§ REQUIRED ACTION: For the word "Methodist", search the records and show each line in which it occurs.

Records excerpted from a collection
"""

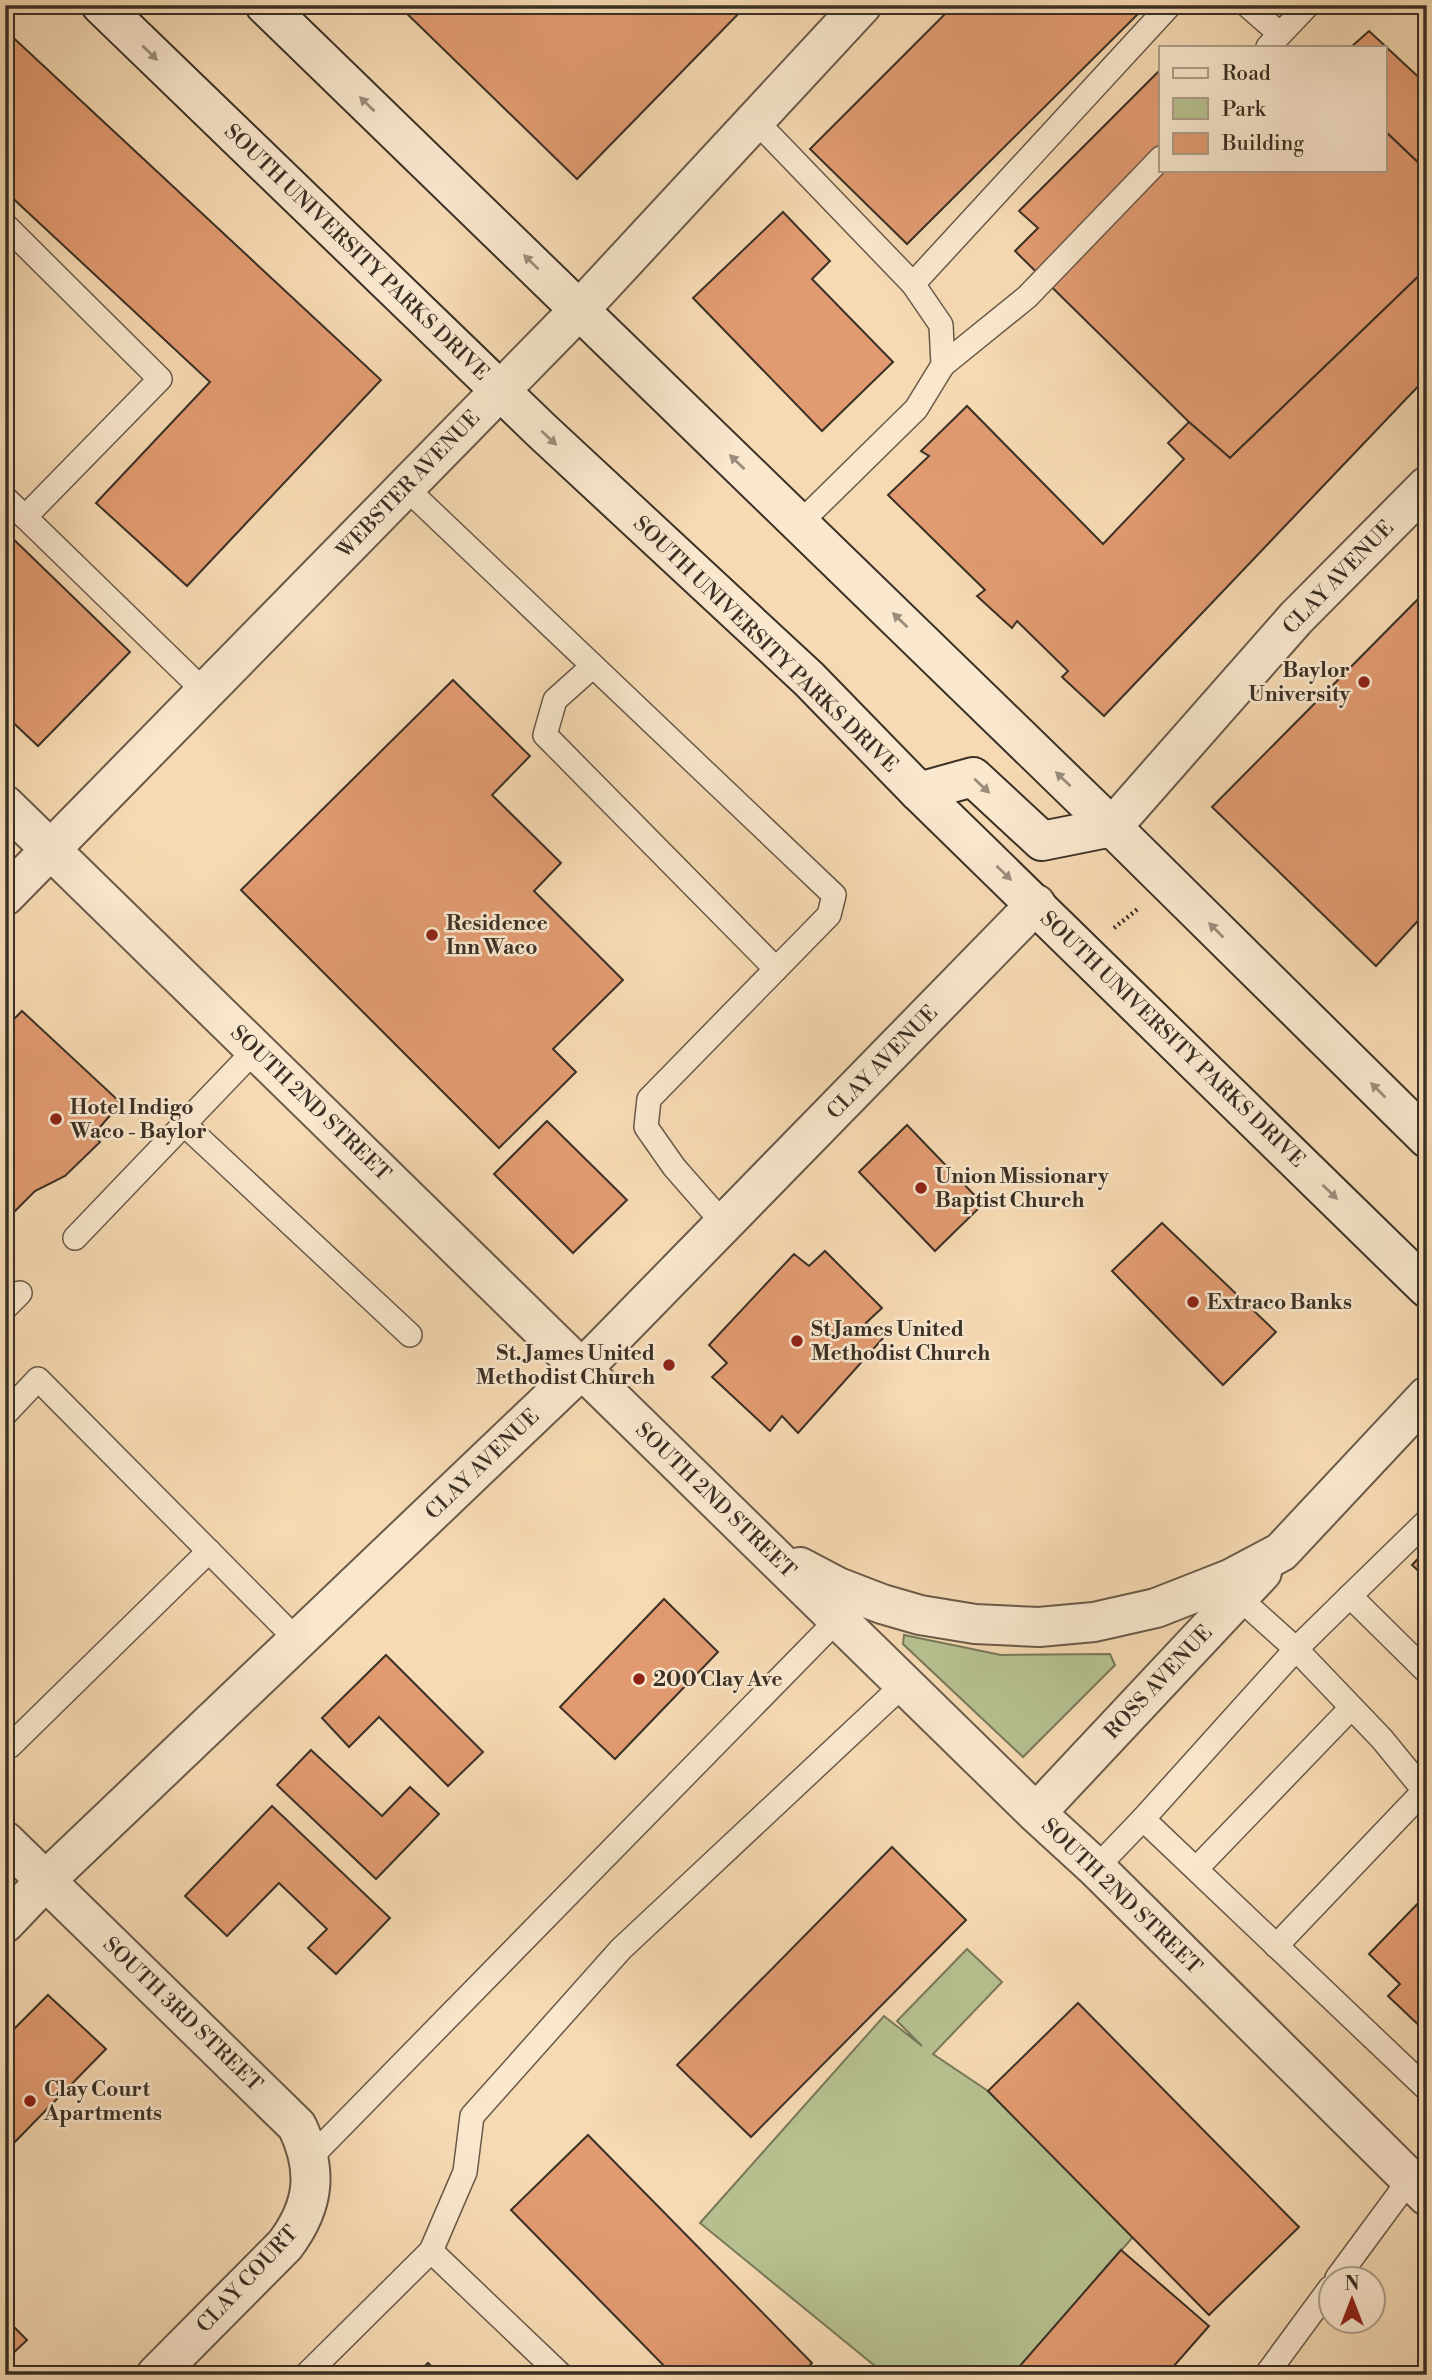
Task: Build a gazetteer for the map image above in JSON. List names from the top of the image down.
{
  "streets": {
    "street": [
      "SOUTH UNIVERSITY PARKS DRIVE",
      "WEBSTER AVENUE",
      "CLAY AVENUE",
      "SOUTH 2ND STREET",
      "ROSS AVENUE",
      "SOUTH 3RD STREET",
      "CLAY COURT"
    ]
  },
  "crossings": [
    ["SOUTH UNIVERSITY PARKS DRIVE", "WEBSTER AVENUE"],
    ["SOUTH UNIVERSITY PARKS DRIVE", "CLAY AVENUE"],
    ["WEBSTER AVENUE", "SOUTH 2ND STREET"],
    ["CLAY AVENUE", "SOUTH 2ND STREET"],
    ["CLAY AVENUE", "SOUTH 3RD STREET"],
    ["SOUTH 2ND STREET", "ROSS AVENUE"],
    ["SOUTH 3RD STREET", "CLAY COURT"]
  ],
  "places": [
    "Baylor University",
    "Residence Inn Waco",
    "Hotel Indigo Waco - Baylor",
    "Union Missionary Baptist Church",
    "Extraco Banks",
    "St James United Methodist Church",
    "St. James United Methodist Church",
    "200 Clay Ave",
    "Clay Court Apartments"
  ],
  "legend": ["Road", "Park", "Building"],
  "north": "top"
}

"""

§ FINISHED EXERCISE:
    "St James United Methodist Church",
    "St. James United Methodist Church",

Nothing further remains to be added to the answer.